Stored data

────────────────

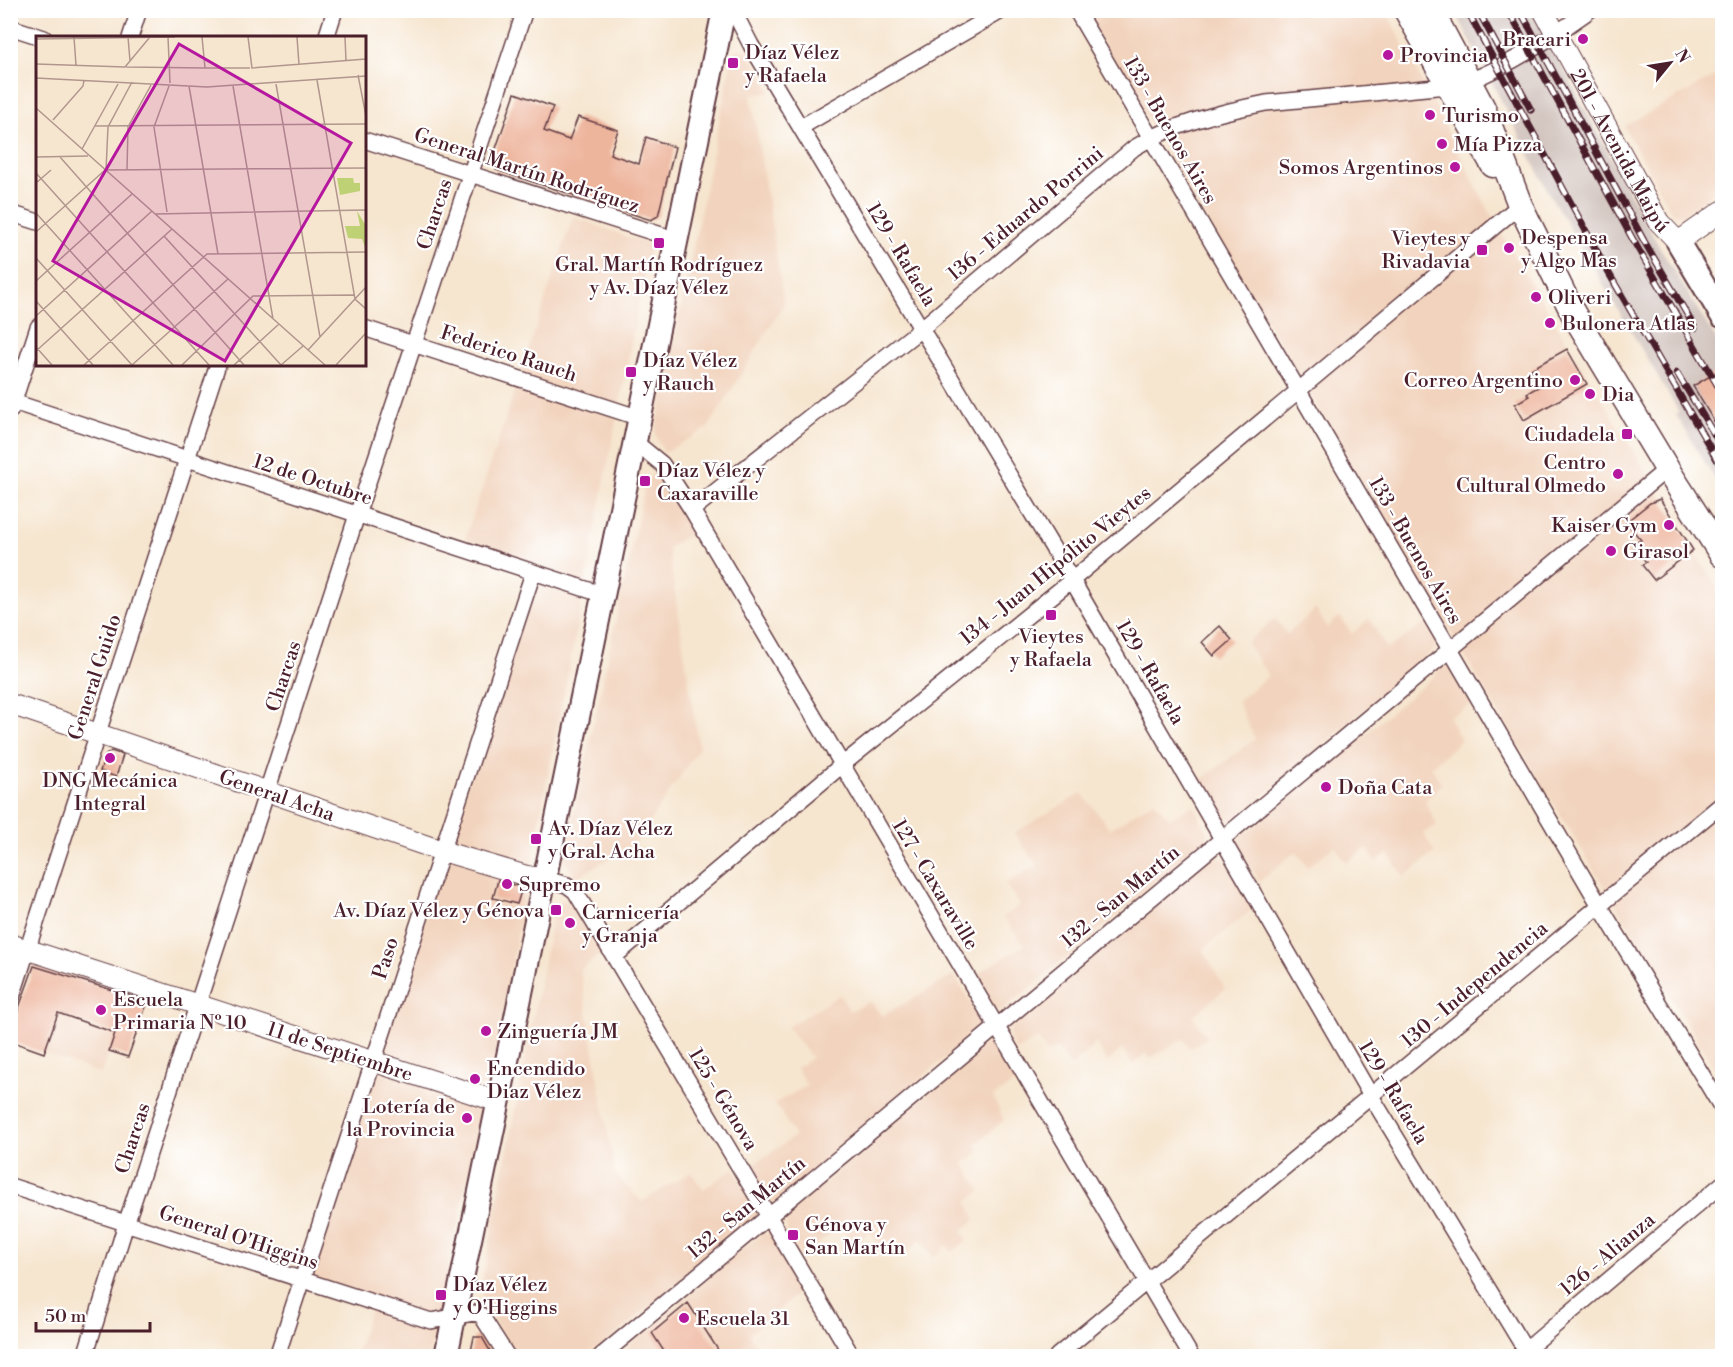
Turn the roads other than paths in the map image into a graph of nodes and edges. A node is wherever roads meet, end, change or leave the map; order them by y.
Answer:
1 (139, 10) edge
2 (335, 10) edge
3 (525, 10) edge
4 (724, 10) edge
5 (733, 10) edge
6 (1003, 10) edge
7 (1076, 10) edge
8 (1406, 10) edge
9 (1431, 10) edge
10 (1543, 10) edge
11 (1590, 10) edge
12 (10, 27) edge
13 (1556, 35) junction
14 (38, 36) edge
15 (131, 36) edge
16 (327, 36) edge
17 (1458, 84) junction
18 (801, 127) junction
19 (1150, 138) junction
20 (366, 141) edge
21 (469, 175) junction
22 (1520, 205) junction
23 (1722, 211) edge
24 (10, 213) edge
25 (36, 221) edge
26 (677, 240) junction
27 (1678, 242) junction
28 (1722, 316) edge
29 (922, 328) junction
30 (366, 329) edge
31 (36, 333) edge
32 (414, 344) junction
33 (217, 366) edge
34 (1300, 390) junction
35 (11, 404) edge
36 (640, 418) junction
37 (635, 442) junction
38 (186, 460) junction
39 (1666, 469) junction
40 (692, 510) junction
41 (357, 515) junction
42 (1722, 555) edge
43 (533, 573) junction
44 (1072, 579) junction
45 (604, 595) junction
46 (1449, 649) junction
47 (10, 704) edge
48 (98, 733) junction
49 (842, 765) junction
50 (268, 792) junction
51 (1722, 804) edge
52 (1223, 838) junction
53 (441, 851) junction
54 (546, 879) junction
55 (1600, 906) junction
56 (19, 947) edge
57 (615, 956) junction
58 (10, 1003) edge
59 (198, 1005) junction
60 (996, 1026) junction
61 (374, 1061) junction
62 (1371, 1096) junction
63 (499, 1102) junction
64 (1722, 1108) edge
65 (1722, 1184) edge
66 (10, 1186) edge
67 (769, 1215) junction
68 (126, 1224) junction
69 (302, 1279) junction
70 (1148, 1281) junction
71 (455, 1317) junction
72 (1524, 1354) edge
73 (85, 1356) edge
74 (278, 1356) edge
75 (446, 1356) edge
76 (507, 1356) edge
77 (601, 1356) edge
78 (852, 1356) edge
79 (1057, 1356) edge
80 (1191, 1356) edge

1 - 15 street
2 - 16 street
3 - 21 street, Charcas
4 - 26 main road
5 - 18 street, 129 - Rafaela
6 - 18 street
7 - 19 street, 133 - Buenos Aires
8 - 17 main road
9 - 17 main road
10 - 13 street, 201 - Avenida Maipú
11 - 13 street, 136 - Eduardo Porrini
12 - 14 street
13 - 17 street, 136 - Eduardo Porrini
13 - 27 street, 201 - Avenida Maipú
17 - 19 street, 136 - Eduardo Porrini
17 - 22 main road
18 - 29 street, 129 - Rafaela
19 - 29 street, 136 - Eduardo Porrini
19 - 34 street, 133 - Buenos Aires
20 - 21 street, General Martín Rodríguez
21 - 26 street, General Martín Rodríguez
21 - 32 street, Charcas
22 - 34 street, 134 - Juan Hipólito Vieytes
22 - 39 main road
23 - 27 street
24 - 25 street
26 - 36 main road
27 - 28 main road, 201 - Avenida Maipú
29 - 40 street, 136 - Eduardo Porrini
29 - 44 street, 129 - Rafaela
30 - 32 street, Federico Rauch
31 - 35 street
32 - 36 street, Federico Rauch
32 - 41 street, Charcas
33 - 38 street, General Guido
34 - 44 street, 134 - Juan Hipólito Vieytes
34 - 46 street, 133 - Buenos Aires
35 - 38 street, 12 de Octubre
36 - 37 main road
37 - 40 street, 127 - Caxaraville
37 - 45 main road
38 - 41 street, 12 de Octubre
38 - 48 street, General Guido
39 - 42 main road
39 - 46 street, 132 - San Martín
40 - 49 street, 127 - Caxaraville
41 - 43 street, 12 de Octubre
41 - 50 street, Charcas
43 - 45 street, 12 de Octubre
43 - 53 street, Paso
44 - 49 street, 134 - Juan Hipólito Vieytes
44 - 52 street, 129 - Rafaela
45 - 54 main road
46 - 52 street, 132 - San Martín
46 - 55 street, 133 - Buenos Aires
47 - 48 street, General Acha
48 - 50 street, General Acha
48 - 56 street, General Guido
49 - 57 street, 134 - Juan Hipólito Vieytes
49 - 60 street, 127 - Caxaraville
50 - 53 street, General Acha
50 - 59 street, Charcas
51 - 55 street, 130 - Independencia
52 - 60 street, 132 - San Martín
52 - 62 street, 129 - Rafaela
53 - 54 street, General Acha
53 - 61 street, Paso
54 - 57 street, 125 - Génova
54 - 63 main road
55 - 62 street, 130 - Independencia
55 - 64 street, 133 - Buenos Aires
56 - 58 street, General Guido
56 - 59 street, 11 de Septiembre
57 - 67 street, 125 - Génova
59 - 61 street, 11 de Septiembre
59 - 68 street, Charcas
60 - 67 street, 132 - San Martín
60 - 70 street, 127 - Caxaraville
61 - 63 street, 11 de Septiembre
61 - 69 street, Paso
62 - 70 street, 130 - Independencia
62 - 72 street, 129 - Rafaela
63 - 71 main road
65 - 72 street, 126 - Alianza
66 - 68 street, General O'Higgins
67 - 77 street, 132 - San Martín
67 - 78 street, 125 - Génova
68 - 69 street, General O'Higgins
68 - 73 street, Charcas
69 - 71 street, General O'Higgins
69 - 74 street, Paso
70 - 79 street, 130 - Independencia
70 - 80 street, 127 - Caxaraville
71 - 75 main road
71 - 76 street, General O'Higgins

────────────────

_Work task_: Write out all the entries precisely as given, omitting each image.

_Solution_:
Turn the roads other than paths in the map image into a graph of nodes and edges. A node is wherever roads meet, end, change or leave the map; order them by y.
Answer:
1 (139, 10) edge
2 (335, 10) edge
3 (525, 10) edge
4 (724, 10) edge
5 (733, 10) edge
6 (1003, 10) edge
7 (1076, 10) edge
8 (1406, 10) edge
9 (1431, 10) edge
10 (1543, 10) edge
11 (1590, 10) edge
12 (10, 27) edge
13 (1556, 35) junction
14 (38, 36) edge
15 (131, 36) edge
16 (327, 36) edge
17 (1458, 84) junction
18 (801, 127) junction
19 (1150, 138) junction
20 (366, 141) edge
21 (469, 175) junction
22 (1520, 205) junction
23 (1722, 211) edge
24 (10, 213) edge
25 (36, 221) edge
26 (677, 240) junction
27 (1678, 242) junction
28 (1722, 316) edge
29 (922, 328) junction
30 (366, 329) edge
31 (36, 333) edge
32 (414, 344) junction
33 (217, 366) edge
34 (1300, 390) junction
35 (11, 404) edge
36 (640, 418) junction
37 (635, 442) junction
38 (186, 460) junction
39 (1666, 469) junction
40 (692, 510) junction
41 (357, 515) junction
42 (1722, 555) edge
43 (533, 573) junction
44 (1072, 579) junction
45 (604, 595) junction
46 (1449, 649) junction
47 (10, 704) edge
48 (98, 733) junction
49 (842, 765) junction
50 (268, 792) junction
51 (1722, 804) edge
52 (1223, 838) junction
53 (441, 851) junction
54 (546, 879) junction
55 (1600, 906) junction
56 (19, 947) edge
57 (615, 956) junction
58 (10, 1003) edge
59 (198, 1005) junction
60 (996, 1026) junction
61 (374, 1061) junction
62 (1371, 1096) junction
63 (499, 1102) junction
64 (1722, 1108) edge
65 (1722, 1184) edge
66 (10, 1186) edge
67 (769, 1215) junction
68 (126, 1224) junction
69 (302, 1279) junction
70 (1148, 1281) junction
71 (455, 1317) junction
72 (1524, 1354) edge
73 (85, 1356) edge
74 (278, 1356) edge
75 (446, 1356) edge
76 (507, 1356) edge
77 (601, 1356) edge
78 (852, 1356) edge
79 (1057, 1356) edge
80 (1191, 1356) edge

1 - 15 street
2 - 16 street
3 - 21 street, Charcas
4 - 26 main road
5 - 18 street, 129 - Rafaela
6 - 18 street
7 - 19 street, 133 - Buenos Aires
8 - 17 main road
9 - 17 main road
10 - 13 street, 201 - Avenida Maipú
11 - 13 street, 136 - Eduardo Porrini
12 - 14 street
13 - 17 street, 136 - Eduardo Porrini
13 - 27 street, 201 - Avenida Maipú
17 - 19 street, 136 - Eduardo Porrini
17 - 22 main road
18 - 29 street, 129 - Rafaela
19 - 29 street, 136 - Eduardo Porrini
19 - 34 street, 133 - Buenos Aires
20 - 21 street, General Martín Rodríguez
21 - 26 street, General Martín Rodríguez
21 - 32 street, Charcas
22 - 34 street, 134 - Juan Hipólito Vieytes
22 - 39 main road
23 - 27 street
24 - 25 street
26 - 36 main road
27 - 28 main road, 201 - Avenida Maipú
29 - 40 street, 136 - Eduardo Porrini
29 - 44 street, 129 - Rafaela
30 - 32 street, Federico Rauch
31 - 35 street
32 - 36 street, Federico Rauch
32 - 41 street, Charcas
33 - 38 street, General Guido
34 - 44 street, 134 - Juan Hipólito Vieytes
34 - 46 street, 133 - Buenos Aires
35 - 38 street, 12 de Octubre
36 - 37 main road
37 - 40 street, 127 - Caxaraville
37 - 45 main road
38 - 41 street, 12 de Octubre
38 - 48 street, General Guido
39 - 42 main road
39 - 46 street, 132 - San Martín
40 - 49 street, 127 - Caxaraville
41 - 43 street, 12 de Octubre
41 - 50 street, Charcas
43 - 45 street, 12 de Octubre
43 - 53 street, Paso
44 - 49 street, 134 - Juan Hipólito Vieytes
44 - 52 street, 129 - Rafaela
45 - 54 main road
46 - 52 street, 132 - San Martín
46 - 55 street, 133 - Buenos Aires
47 - 48 street, General Acha
48 - 50 street, General Acha
48 - 56 street, General Guido
49 - 57 street, 134 - Juan Hipólito Vieytes
49 - 60 street, 127 - Caxaraville
50 - 53 street, General Acha
50 - 59 street, Charcas
51 - 55 street, 130 - Independencia
52 - 60 street, 132 - San Martín
52 - 62 street, 129 - Rafaela
53 - 54 street, General Acha
53 - 61 street, Paso
54 - 57 street, 125 - Génova
54 - 63 main road
55 - 62 street, 130 - Independencia
55 - 64 street, 133 - Buenos Aires
56 - 58 street, General Guido
56 - 59 street, 11 de Septiembre
57 - 67 street, 125 - Génova
59 - 61 street, 11 de Septiembre
59 - 68 street, Charcas
60 - 67 street, 132 - San Martín
60 - 70 street, 127 - Caxaraville
61 - 63 street, 11 de Septiembre
61 - 69 street, Paso
62 - 70 street, 130 - Independencia
62 - 72 street, 129 - Rafaela
63 - 71 main road
65 - 72 street, 126 - Alianza
66 - 68 street, General O'Higgins
67 - 77 street, 132 - San Martín
67 - 78 street, 125 - Génova
68 - 69 street, General O'Higgins
68 - 73 street, Charcas
69 - 71 street, General O'Higgins
69 - 74 street, Paso
70 - 79 street, 130 - Independencia
70 - 80 street, 127 - Caxaraville
71 - 75 main road
71 - 76 street, General O'Higgins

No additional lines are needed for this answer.